I love to learn new words. And what can be more fun than learning them in a delicious fast read? Okay, so the main character sleeps around all the time, with married women in this book. He’s a character, not real. And if real people do it, unfortunately, they reap the consequences of their actions. The books are interesting. This one was McNally’s Caper.
balbriggan (underwear): A jersey, interlock, or ribbed knitted fabric made of cotton or cotton blends for the undergarment, t‑ shirt, or hosiery industry (… Amazing! A word only for the undergarment manufacturers of the world.)
negroni: The Negroni is a cocktail made with gin (I should have known. The main character is such a drinker he should have needed a liver transplant long before his 37th birthday, which has just passed in McNally’s Caper.)

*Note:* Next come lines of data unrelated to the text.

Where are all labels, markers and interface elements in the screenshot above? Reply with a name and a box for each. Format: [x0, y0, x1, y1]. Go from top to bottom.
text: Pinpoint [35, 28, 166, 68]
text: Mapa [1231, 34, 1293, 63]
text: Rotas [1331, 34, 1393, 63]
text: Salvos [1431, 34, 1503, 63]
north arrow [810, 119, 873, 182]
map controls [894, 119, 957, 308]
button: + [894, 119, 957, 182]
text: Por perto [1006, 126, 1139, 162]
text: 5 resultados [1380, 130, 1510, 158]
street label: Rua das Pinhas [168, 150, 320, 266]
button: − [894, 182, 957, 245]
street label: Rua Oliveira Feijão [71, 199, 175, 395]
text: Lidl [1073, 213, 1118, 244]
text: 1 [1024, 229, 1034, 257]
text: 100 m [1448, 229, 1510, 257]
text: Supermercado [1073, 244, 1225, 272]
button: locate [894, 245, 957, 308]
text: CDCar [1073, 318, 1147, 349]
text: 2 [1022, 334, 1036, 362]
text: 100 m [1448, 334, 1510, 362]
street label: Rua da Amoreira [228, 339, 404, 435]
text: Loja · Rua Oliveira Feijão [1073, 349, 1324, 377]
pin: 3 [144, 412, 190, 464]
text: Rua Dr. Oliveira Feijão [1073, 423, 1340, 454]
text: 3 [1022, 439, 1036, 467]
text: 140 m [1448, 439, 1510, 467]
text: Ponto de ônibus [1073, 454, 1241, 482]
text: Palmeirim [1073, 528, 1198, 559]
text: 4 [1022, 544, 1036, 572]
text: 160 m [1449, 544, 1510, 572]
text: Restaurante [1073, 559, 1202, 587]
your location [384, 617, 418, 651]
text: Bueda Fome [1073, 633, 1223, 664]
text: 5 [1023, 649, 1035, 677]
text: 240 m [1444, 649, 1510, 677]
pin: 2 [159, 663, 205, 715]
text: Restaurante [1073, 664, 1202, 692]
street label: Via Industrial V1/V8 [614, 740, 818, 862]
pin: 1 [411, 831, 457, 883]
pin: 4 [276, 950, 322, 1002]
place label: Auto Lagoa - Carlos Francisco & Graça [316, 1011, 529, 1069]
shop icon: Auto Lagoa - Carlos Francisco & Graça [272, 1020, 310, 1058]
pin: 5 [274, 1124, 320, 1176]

neurasthenic: person suffering a nervous breakdown
anodyne: a pain relieving agent, less potent than an anesthetic or narcotic.
tanbark: bark rich in tannin; bruised and cut in pieces to use for tanning; spent tanbark used as a ground covering
brannigan: A noisy or confused quarrel. A drinking spree; a binge.

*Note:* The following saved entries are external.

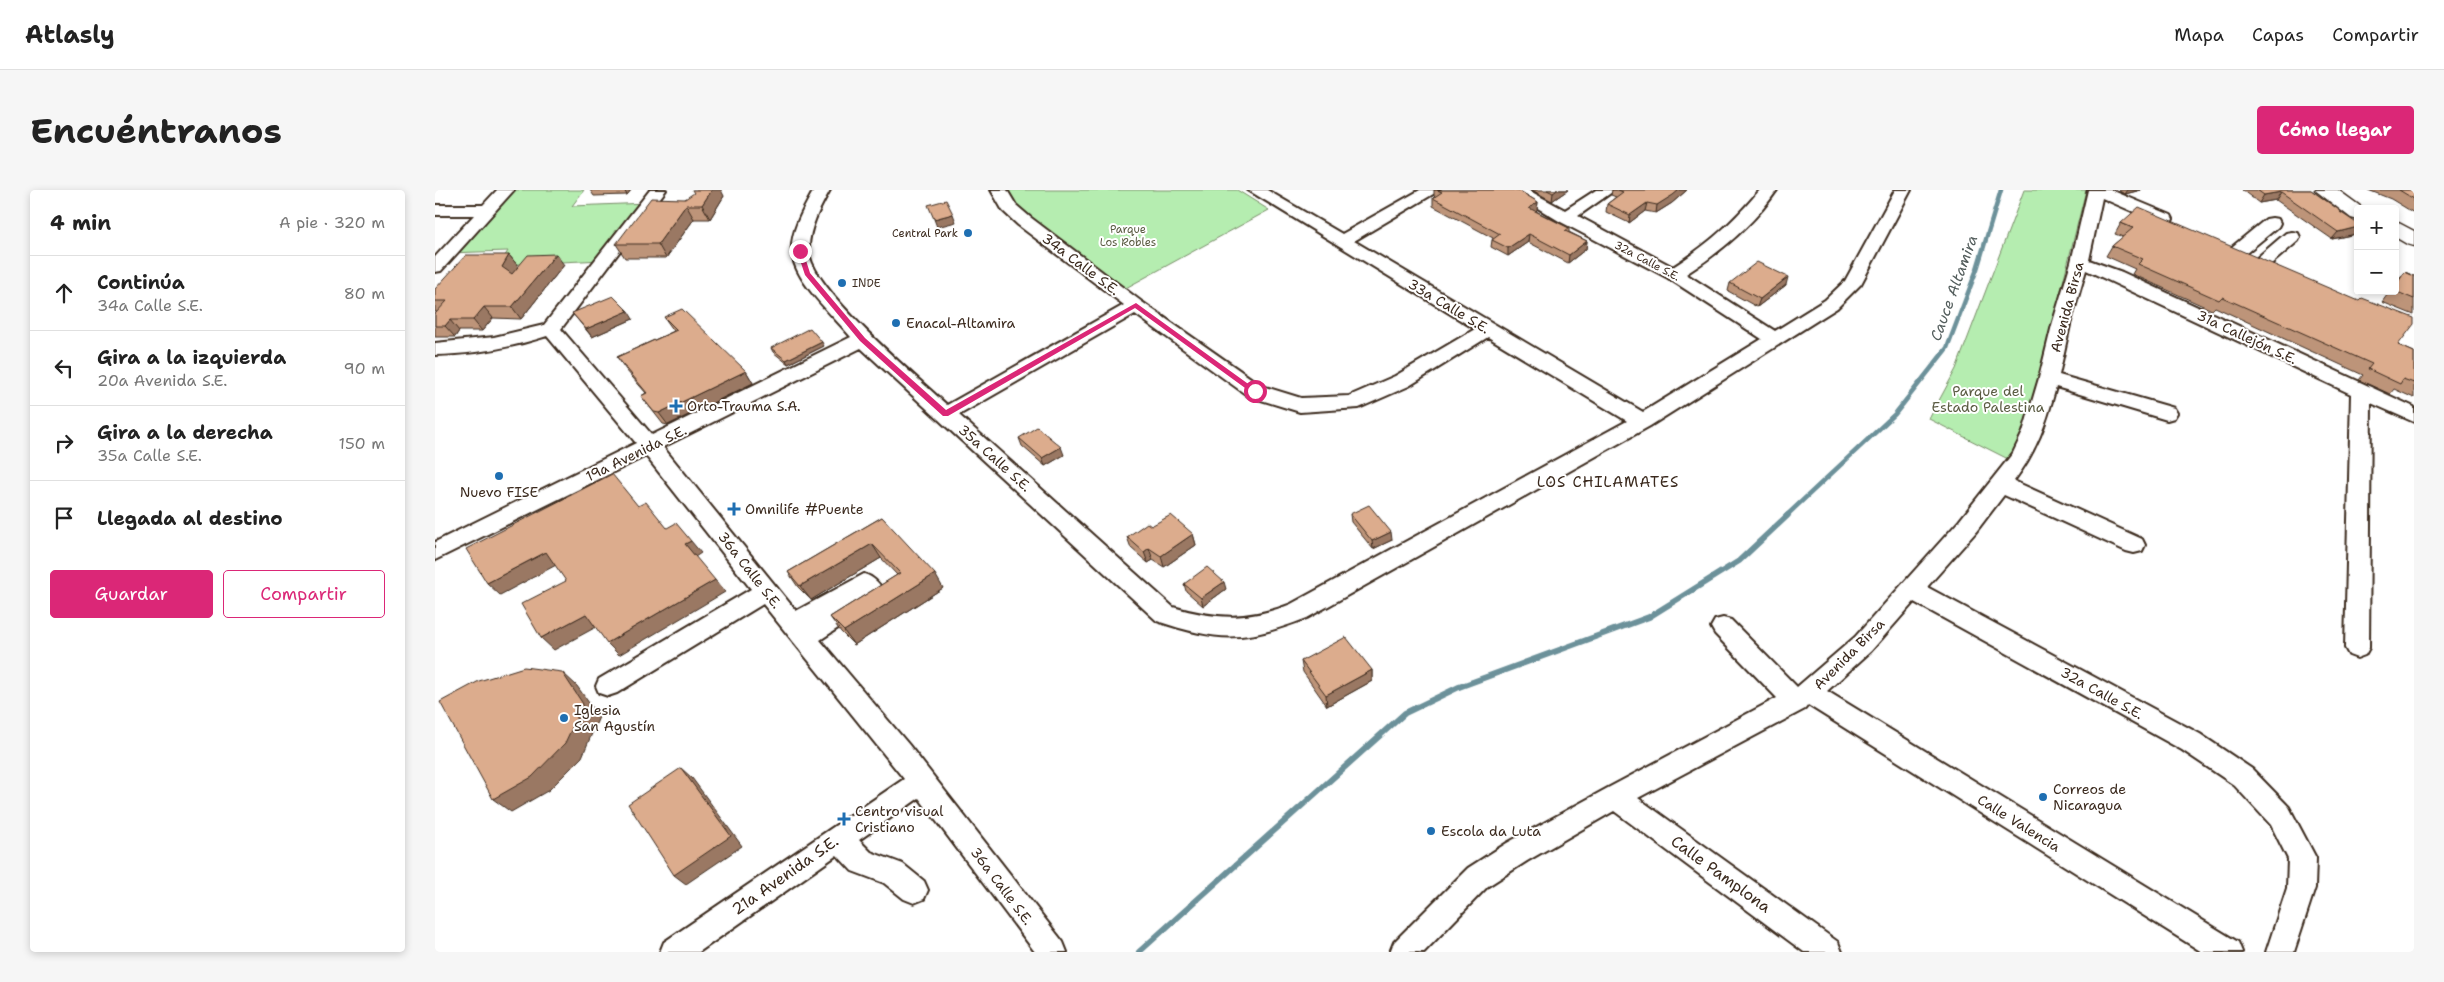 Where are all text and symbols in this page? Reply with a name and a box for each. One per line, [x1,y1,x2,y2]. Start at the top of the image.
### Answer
text: Atlasly [25,19,115,51]
text: Mapa [2174,23,2224,47]
text: Capas [2252,23,2304,47]
text: Compartir [2332,23,2419,47]
button: Cómo llegar [2257,106,2414,154]
text: Encuéntranos [30,107,282,154]
map controls [2354,205,2399,295]
button: + [2354,205,2399,250]
text: 4 min [50,209,111,237]
text: A pie · 320 m [279,212,385,233]
park label: Parque Los Robles [1100,222,1156,250]
place label: Central Park [892,226,958,241]
marker: Central Park [962,227,974,239]
street label: 34a Calle S.E. [1039,229,1123,299]
water label: Cauce Altamira [1926,232,1982,344]
street label: 32a Calle S.E. [1612,237,1683,285]
route end [789,240,812,263]
button: − [2354,250,2399,295]
street label: Avenida Birsa [2046,259,2088,354]
text: Continúa [97,270,185,295]
street label: 33a Calle S.E. [1405,275,1493,337]
place label: INDE [852,276,881,291]
marker: INDE [836,277,848,289]
icon: ahead [50,279,78,307]
text: 80 m [344,283,385,304]
text: 34a Calle S.E. [97,295,203,316]
street label: 31a Callejón S.E. [2194,306,2300,368]
place label: Enacal-Altamira [906,314,1016,332]
marker: Enacal-Altamira [890,317,902,329]
text: Gira a la izquierda [97,345,286,370]
icon: left [50,354,78,382]
text: 90 m [344,358,385,379]
text: 20a Avenida S.E. [97,370,227,391]
route start [1244,380,1267,403]
park label: Parque del Estado Palestina [1932,382,2045,416]
place label: Orto-Trauma S.A. [687,397,801,415]
marker: Orto-Trauma S.A. [669,399,683,413]
text: Gira a la derecha [97,420,273,445]
street label: 19a Avenida S.E. [583,421,689,485]
street label: 35a Calle S.E. [955,421,1035,495]
icon: right [50,429,78,457]
text: 150 m [338,433,385,454]
text: 35a Calle S.E. [97,445,202,466]
marker: Nuevo FISE [493,470,505,482]
district label: LOS CHILAMATES [1537,472,1679,492]
place label: Nuevo FISE [460,483,538,501]
place label: Omnilife #Puente [745,500,864,518]
marker: Omnilife #Puente [727,502,741,516]
icon: arrive [50,504,78,532]
text: Llegada al destino [97,506,283,531]
street label: 36a Calle S.E. [714,528,786,612]
button: Guardar [50,570,213,618]
button: Compartir [223,570,385,618]
street label: Avenida Birsa [1810,615,1888,693]
street label: 32a Calle S.E. [2057,663,2147,723]
place label: Iglesia San Agustín [574,701,656,735]
marker: Iglesia San Agustín [558,712,570,724]
place label: Correos de Nicaragua [2053,780,2126,814]
street label: Calle Valencia [1974,790,2064,856]
marker: Correos de Nicaragua [2037,791,2049,803]
place label: Centro visual Cristiano [855,802,944,836]
marker: Centro visual Cristiano [837,812,851,826]
place label: Escola da Luta [1441,822,1541,840]
marker: Escola da Luta [1425,825,1437,837]
street label: 21a Avenida S.E. [728,830,842,920]
street label: Calle Pamplona [1667,831,1775,917]
street label: 36a Calle S.E. [967,844,1037,928]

slumgullion: A watery meat stew. (Which doesn’t seem to make as much sense as most of the words do in context.)
shamus: private detective: someone who can be employed as a detective to collect information
oubliette: A dungeon reached by a trap door; starvation hole (In the book, it is clearly his office, which he complains has no window and is smaller than a walk in closet.) It would have been quite funny if I had known what an oubliette was without having to look it up.
ragout: (no umlauts or anything in the original) a stew made with meat, poultry, or fish, cooked simply with or without vegetables (I don’t see why he has suddenly become enamoured with food. Before it was all alcohol-related metaphors.)
molto vivace: the speed or pace of a given piece of music (Which does not make sense in the sentence. How could he wake “molto vivace”?)
pukka: lit. ripe; solid or permanent
chippy: A woman prostitute.
scrum: (no definition seems to fit. It’s either computers or rugby.) the formation used in the setplay restarting play after a knock-on or forward pass; a lightweight agile method for software development
degage: leg disengages off the floor (and I’m not sure I know any more than when I looked that up.)
sporran: a Scottish fanny pack worn in front of the kilt
inchoate: (I know I’ve learned this word before, but can’t remember what it means. Unfulfilled? Foolish? Hopeless? Those are adjectives that would fit the sentence.) something that has been begun but never completed (Yes, that works too.)